Шрифт:
Интервал:
Закладка:
Совершенно неожиданно меня пригласили отобедать в столовую оперативного бюро, куда никто, кроме «своих», доступа не имел. Я принял было это только за знак дружеского доверия, но, выйдя из-за стола, Гамелен предложил пройтись пешком и незаметно углубился со мной в темный лес.
– Здесь по крайней мере нас никто не слышит, – начал начальник оперативного бюро. – Скажите, неужели в России настолько сильны германофильские течения? Что, по-вашему, представляет собой Сухомлинов, Распутин, какой-то Андронников и, наконец, сама императрица?
Что мог я ответить Гамелену? В ту пору я не имел еще доказательств близости Сухомлинова с германскими шпионами, сомневался даже в справедливости приговора над Мясоедовым, будучи весьма невысокого мнения о работе нашей контрразведки. Про Распутина я слышал перед войной только от Влади Орлова, ближайшего в то время царского наперсника. Он удалился навсегда от двора после того, как высказал лично Николаю II все, что думал про распутного мужика.
Рассказывать обо всех этих подробностях иностранцам я, конечно, не стал и выразил Гамелену лишь уверенность, что в России найдутся люди, которые сумеют вымести немецкую нечисть «из собственной избы». Но Гамелен был, видимо, глубоко встревожен рассказами Ланглуа.
– Не забывайте, милый полковник, – продолжал он, – что и мы имели когда-то короля, заплатившего своей головой за то, что жена его была немка.
Меня передернуло, я замолчал, а тонкий Гамелен, почуяв неловкость, перевел разговор на переброску германских дивизий с Западного на Восточный фронт. Этот вопрос к весне 1915 года стал не только серьезным, но и решающим для исхода войны в России.
К счастью, разведывательная служба в ставке к этому времени наладилась, и мы, наконец, договорились о переброшенных за зиму из Франции германских силах.
В начале войны на русском фронте находилось три активных корпуса (I, XVII и XX) и два с половиной резервных (I, Гвардейск. рез. и 5-я див. II корпуса).

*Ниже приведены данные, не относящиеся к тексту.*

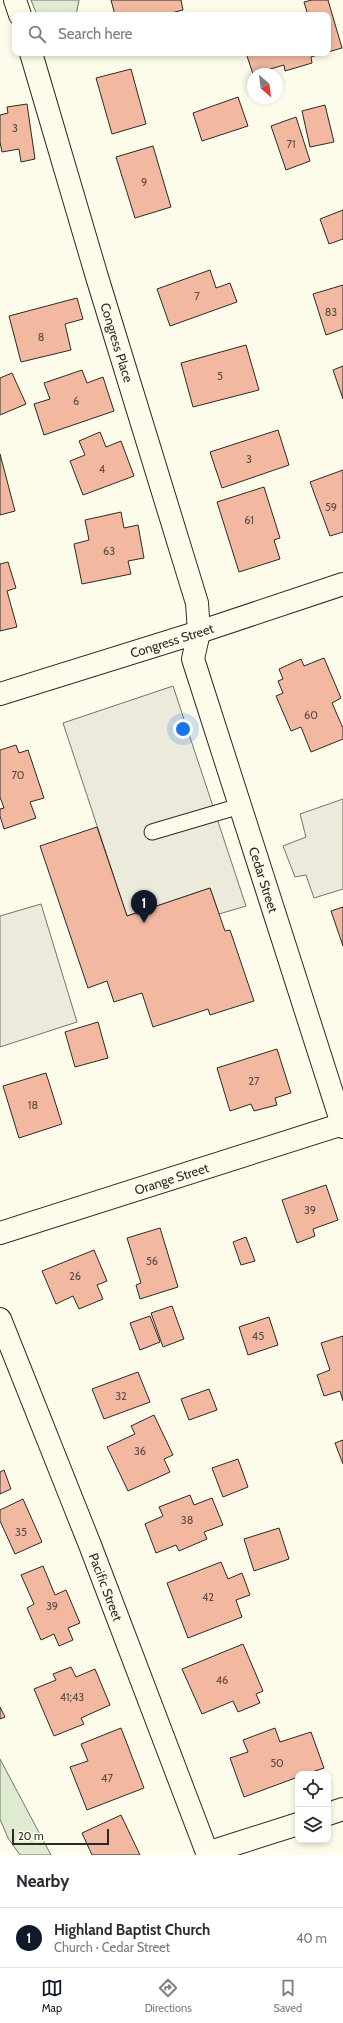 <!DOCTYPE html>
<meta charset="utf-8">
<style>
body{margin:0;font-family:Cabin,sans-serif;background:#f2f2f3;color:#2b2b33}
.controls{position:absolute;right:12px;bottom:12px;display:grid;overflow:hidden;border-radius:8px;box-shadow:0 2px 6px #0003}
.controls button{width:36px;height:36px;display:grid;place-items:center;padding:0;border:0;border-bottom:1px solid #e1e1e2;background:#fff;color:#2b2b33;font:20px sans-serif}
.compass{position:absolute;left:247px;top:68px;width:36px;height:36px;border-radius:50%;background:#fff;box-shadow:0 2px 6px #0003;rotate:152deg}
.scale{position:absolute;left:12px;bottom:10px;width:97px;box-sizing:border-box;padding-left:4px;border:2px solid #2b2b2b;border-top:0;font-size:11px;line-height:14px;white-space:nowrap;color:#2b2b2b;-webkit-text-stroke:3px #fdfbea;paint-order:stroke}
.you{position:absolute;left:183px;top:729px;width:14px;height:14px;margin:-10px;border:3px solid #fff;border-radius:50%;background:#1a73e8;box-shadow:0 0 0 6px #1a73e833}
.badge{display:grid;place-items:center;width:26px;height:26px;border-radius:50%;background:#111827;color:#fff;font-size:13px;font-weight:700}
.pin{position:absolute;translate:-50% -33px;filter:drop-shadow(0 1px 2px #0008)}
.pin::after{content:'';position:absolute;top:21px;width:14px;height:12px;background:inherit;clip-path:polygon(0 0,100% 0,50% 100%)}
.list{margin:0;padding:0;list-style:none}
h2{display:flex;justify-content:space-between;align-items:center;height:52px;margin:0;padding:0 16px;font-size:17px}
h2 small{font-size:13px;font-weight:400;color:#7c7c81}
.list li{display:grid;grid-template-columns:26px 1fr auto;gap:12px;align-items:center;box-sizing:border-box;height:60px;padding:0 16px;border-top:1px solid #e1e1e2}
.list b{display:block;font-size:15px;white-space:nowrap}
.list p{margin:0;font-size:13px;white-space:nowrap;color:#7c7c81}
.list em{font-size:13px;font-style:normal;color:#7c7c81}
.icon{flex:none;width:22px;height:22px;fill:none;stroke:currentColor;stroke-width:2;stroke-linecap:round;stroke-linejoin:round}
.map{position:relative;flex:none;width:343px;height:1855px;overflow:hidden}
.search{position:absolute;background:#fff;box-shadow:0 2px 6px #0003;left:12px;right:12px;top:12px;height:44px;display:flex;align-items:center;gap:10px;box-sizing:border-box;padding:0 14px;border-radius:8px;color:#7c7c81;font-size:15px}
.sheet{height:112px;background:#fff}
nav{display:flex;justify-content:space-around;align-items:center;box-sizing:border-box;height:56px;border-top:1px solid #e1e1e2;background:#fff;font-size:11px;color:#7c7c81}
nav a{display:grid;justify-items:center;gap:2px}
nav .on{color:#111827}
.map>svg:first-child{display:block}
.green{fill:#deebd1;stroke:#74746e}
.parking{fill:#eceadb;stroke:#74746e}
.building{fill:#f2b8a0;stroke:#2b2b2b}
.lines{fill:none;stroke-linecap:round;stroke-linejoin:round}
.service-casing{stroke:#2b2b2b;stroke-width:17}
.minor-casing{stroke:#2b2b2b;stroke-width:24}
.service{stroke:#fdfbea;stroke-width:15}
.minor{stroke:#fdfbea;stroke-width:22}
.labels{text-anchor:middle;stroke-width:3;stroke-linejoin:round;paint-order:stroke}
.number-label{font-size:11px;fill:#5d4e48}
.street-label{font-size:13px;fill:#2b2b2b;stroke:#fdfbea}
</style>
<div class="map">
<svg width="343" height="1855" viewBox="0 0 343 1855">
<rect width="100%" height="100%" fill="#fdfbea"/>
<!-- green -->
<g class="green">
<path d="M31 0H79L76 15H37Z"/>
<path d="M0 1759 51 1855H20L8 1838 0 1819Z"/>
</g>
<!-- parking -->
<g class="parking">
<path d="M173 686 246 906 219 914 210 888 127 916 63 723Z"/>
<path d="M343 799V889L314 898 306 875 295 877 283 846 306 837 300 814Z"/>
<path d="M41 904 77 1022 0 1047V916Z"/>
</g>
<!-- building -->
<g class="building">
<path d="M111 0H181L183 10 163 15H115Z"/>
<path d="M312 0H328L342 48 328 52V15H297L307 12 304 2Z"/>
<path d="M246 53H324L311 57 312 63 285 71 284 65 253 74Z"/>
<path d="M131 69 146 124 112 134 96 78Z"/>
<path d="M238 97 248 126 202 141 193 113Z"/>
<path d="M27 104 35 159 21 162 19 149 2 152 0 142V115L8 113 7 107Z"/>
<path d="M325 105 334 142 310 147 302 111Z"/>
<path d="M296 117 310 161 286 170 271 126Z"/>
<path d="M153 146 171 207 135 218 116 157Z"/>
<path d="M343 210V239L329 244 320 219Z"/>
<path d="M210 270 216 288 230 283 237 302 170 326 157 289Z"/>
<path d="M343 285V329L326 335 313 294Z"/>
<path d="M77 298 83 319 65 324 71 350 21 362 9 316Z"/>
<path d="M246 345 259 390 193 407 181 363Z"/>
<path d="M343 366V399L333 370Z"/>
<path d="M82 370 87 383 103 377 114 411 44 435 34 404 50 399 44 383Z"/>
<path d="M12 373 26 404 0 415V378Z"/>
<path d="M278 430 289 465 222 488 210 452Z"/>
<path d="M100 432 106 447 121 441 134 476 83 495 70 461 85 455 79 441Z"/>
<path d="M0 454 15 511 0 515Z"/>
<path d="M343 470V532L330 536 310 482Z"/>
<path d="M264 487 280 538 274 540 280 559 239 572 217 502Z"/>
<path d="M121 512 124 528 138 525 144 558 128 561 131 574 82 584 74 544 89 540 85 520Z"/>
<path d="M8 562 16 588 7 591 17 627 0 631V564Z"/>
<path d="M324 658 341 698 332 703 343 728V739L311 752 301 727 291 731 276 696 283 693 278 681 283 679 279 669 301 659 304 666Z"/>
<path d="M16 745 19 753 28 750 44 798 30 802 36 818 4 829 0 816V809L4 808 0 797V750Z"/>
<path d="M97 827 127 916 210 888 225 931 230 930 254 1001 210 1015 208 1009 153 1027 142 993 114 1002 107 981 88 988 40 846Z"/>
<path d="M343 907V946L331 911Z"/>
<path d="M98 1022 108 1058 75 1067 65 1032Z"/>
<path d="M277 1049 291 1093 275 1098 277 1105 254 1111 251 1104 230 1111 217 1068Z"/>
<path d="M46 1073 62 1124 19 1138 3 1086Z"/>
<path d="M326 1185 338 1220 313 1229 315 1236 297 1243 282 1200Z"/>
<path d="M160 1228 178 1287 140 1299 136 1285 141 1283 127 1238Z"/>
<path d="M246 1237 255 1261 241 1265 233 1242Z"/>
<path d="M94 1250 107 1281 97 1285 103 1299 79 1309 73 1296 56 1304 42 1271Z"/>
<path d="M172 1306 184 1339 163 1347 151 1313Z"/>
<path d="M150 1316 160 1342 140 1350 130 1323Z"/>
<path d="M269 1317 278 1345 248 1355 239 1327Z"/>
<path d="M343 1336V1401L340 1391 324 1396 317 1375 330 1370 321 1343Z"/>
<path d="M138 1372 150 1402 104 1419 92 1389Z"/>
<path d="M209 1389 217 1410 189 1420 181 1399Z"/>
<path d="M154 1415 173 1455 164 1459 170 1472 128 1491 107 1447 135 1434 131 1426Z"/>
<path d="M343 1440V1464L335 1443Z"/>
<path d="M238 1459 248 1487 223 1497 212 1468Z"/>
<path d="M4 1470 11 1489 0 1494V1472Z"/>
<path d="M190 1495 194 1505 212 1498 223 1525 204 1532 207 1539 179 1551 176 1545 156 1553 145 1524 163 1516 159 1507Z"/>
<path d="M23 1499 42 1542 15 1554 0 1521V1510Z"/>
<path d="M279 1528 289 1559 254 1571 244 1539Z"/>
<path d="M221 1562 228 1579 242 1573 250 1595 236 1600 242 1617 188 1638 167 1583Z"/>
<path d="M43 1566 55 1595 66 1590 80 1623 68 1628 73 1640 59 1646 54 1634 41 1640 27 1608 34 1604 21 1575Z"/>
<path d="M243 1644 263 1691 256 1694 260 1703 238 1712 233 1701 202 1714 182 1669Z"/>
<path d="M71 1667 76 1677 95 1669 110 1705 81 1718 84 1724 54 1736 34 1689 56 1680 53 1674Z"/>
<path d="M0 1707 5 1717 0 1719Z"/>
<path d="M121 1728 144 1788 87 1810 70 1767 88 1761 81 1744Z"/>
<path d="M275 1728 280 1742 311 1732 324 1768 306 1774H298V1777L244 1797 230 1758 248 1752 243 1740Z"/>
<path d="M121 1815 140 1855H92L82 1833Z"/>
</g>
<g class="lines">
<defs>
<path id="service" d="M152 832 240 806"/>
<g id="minor">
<path d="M15 0 20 15"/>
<path id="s1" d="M31 53 97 277 197 603 199 632 193 659 343 1127"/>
<path id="s2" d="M0 694 199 632 343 584"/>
<path id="s3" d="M0 1233 343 1124"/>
<path id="s4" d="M0 1319 90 1545 208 1855"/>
<path d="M328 1814 343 1809"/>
<path d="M207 1853 298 1824"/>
</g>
</defs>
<!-- service casing -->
<use href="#service" class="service-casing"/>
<!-- minor casing -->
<use href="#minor" class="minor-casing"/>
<!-- service -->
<use href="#service" class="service"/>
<!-- minor -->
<use href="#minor" class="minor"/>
</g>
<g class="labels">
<!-- number labels -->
<g class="number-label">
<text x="15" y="132">3</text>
<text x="291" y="148">71</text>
<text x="144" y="186">9</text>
<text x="197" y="300">7</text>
<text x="331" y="316">83</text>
<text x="41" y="341">8</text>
<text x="220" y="380">5</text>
<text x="76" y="405">6</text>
<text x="249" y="463">3</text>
<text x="102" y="473">4</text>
<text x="331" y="511">59</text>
<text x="249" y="524">61</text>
<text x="109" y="555">63</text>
<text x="311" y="719">60</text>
<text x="18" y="779">70</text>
<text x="254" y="1085">27</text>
<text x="33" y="1109">18</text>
<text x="310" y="1214">39</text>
<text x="152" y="1265">56</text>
<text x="75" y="1280">26</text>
<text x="258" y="1340">45</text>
<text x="121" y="1400">32</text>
<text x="140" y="1455">36</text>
<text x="187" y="1524">38</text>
<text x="21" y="1536">35</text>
<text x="208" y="1601">42</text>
<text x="52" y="1610">39</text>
<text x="222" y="1684">46</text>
<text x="72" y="1701">41;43</text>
<text x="277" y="1767">50</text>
<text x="107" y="1782">47</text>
</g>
<!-- street labels -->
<g class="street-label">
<text dy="5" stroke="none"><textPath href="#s1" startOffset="302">Congress Place</textPath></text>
<text dy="5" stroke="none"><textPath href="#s2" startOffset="180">Congress Street</textPath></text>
<text dy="5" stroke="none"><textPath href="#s1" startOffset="863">Cedar Street</textPath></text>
<text dy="5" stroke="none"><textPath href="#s3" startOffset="180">Orange Street</textPath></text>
<text dy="5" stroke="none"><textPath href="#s4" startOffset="288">Pacific Street</textPath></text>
</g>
</g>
</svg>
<div class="controls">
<button><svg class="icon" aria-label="locate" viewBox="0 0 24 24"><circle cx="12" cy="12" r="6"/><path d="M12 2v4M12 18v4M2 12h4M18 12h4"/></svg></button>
<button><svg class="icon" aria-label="layers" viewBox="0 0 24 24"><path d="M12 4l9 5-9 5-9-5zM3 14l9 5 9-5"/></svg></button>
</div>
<svg class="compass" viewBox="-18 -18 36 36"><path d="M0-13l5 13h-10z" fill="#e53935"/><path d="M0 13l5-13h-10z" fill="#7c7c81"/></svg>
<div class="scale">20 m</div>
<div class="you"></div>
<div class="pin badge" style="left:144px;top:923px">1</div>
<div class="search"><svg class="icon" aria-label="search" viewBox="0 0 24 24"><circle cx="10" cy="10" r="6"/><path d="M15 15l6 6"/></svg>Search here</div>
</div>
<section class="sheet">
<h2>Nearby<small></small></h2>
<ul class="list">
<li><span class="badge">1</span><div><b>Highland Baptist Church</b><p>Church · Cedar Street</p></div><em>40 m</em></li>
</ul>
</section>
<nav>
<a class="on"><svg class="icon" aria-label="map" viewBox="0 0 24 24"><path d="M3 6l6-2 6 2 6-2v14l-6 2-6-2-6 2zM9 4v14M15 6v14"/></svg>Map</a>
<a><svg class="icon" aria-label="directions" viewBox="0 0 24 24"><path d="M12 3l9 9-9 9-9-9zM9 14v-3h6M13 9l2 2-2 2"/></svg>Directions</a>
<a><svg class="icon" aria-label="saved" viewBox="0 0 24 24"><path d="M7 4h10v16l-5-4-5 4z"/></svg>Saved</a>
</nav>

До конца марта с Западного на Восточный фронт было переброшено: четыре активных корпуса (II, XI, XIII, XXI) – восемь дивизий и три резервных корпуса (III, XXIV и XXV) – шесть дивизий. Всего семь корпусов, что равно четырнадцати дивизиям, и направлено из Германии три вновь сформированных корпуса (XXXVIII, XXXIX и III), то есть еще шесть дивизий. Всего на русском фронте должно было находиться двадцать пять активных и резервных германских дивизий, не считая ландверных и ландштурмных бригад и тридцать пять сорок австро-венгерских дивизий.
Кроме того, конец марта характеризовался появлением целой серии новых германских дивизий, формировавшихся за счет полков, отведенных с фронта; за недостатком людских запасов немцы уже начали перетряхивать свои наличные силы. Положение на обоих фронтах становилось все более напряженным, а работа и моя, и 2-го бюро все более ответственной.
Наконец в эти же первые весенние дни произошло, как нам казалось, исключительное по важности событие: в первый раз с самого начала войны с французского фронта исчез германский гвардейский корпус! Это предвещало подготовку крупного наступления немцев на русском фронте.
* * *
Дюпон стал мрачен, Пелле – озабочен. По вечерам офицеры связи от армии и фронтов звонили и настойчиво требовали от войск срочной проверки сведений о находившихся против них неприятельских дивизиях.
Начальник секретной агентурной разведки – молчаливый до комизма майор Цопф – и тот заговорил, докладывая мне о принятых им срочных мерах по розыскам этой злосчастной гвардии.
Моя комната в доме госпожи Буланже превратилась в настоящий небольшой штаб: после шести месяцев войны и долгих настоятельных просьб я получил, наконец, в свое распоряжение настоящего помощника – капитана Пац-Помарнацкого. Шесть месяцев потребовалось для утверждения подобной «штатной единицы», но недаром же один мудрый старец говорил, что в «Российской империи всякая бумага свое течение имеет». Течет она, голубушка, быстро по самой середине реки, а глянь, и застоится в какой-нибудь тихой заводи.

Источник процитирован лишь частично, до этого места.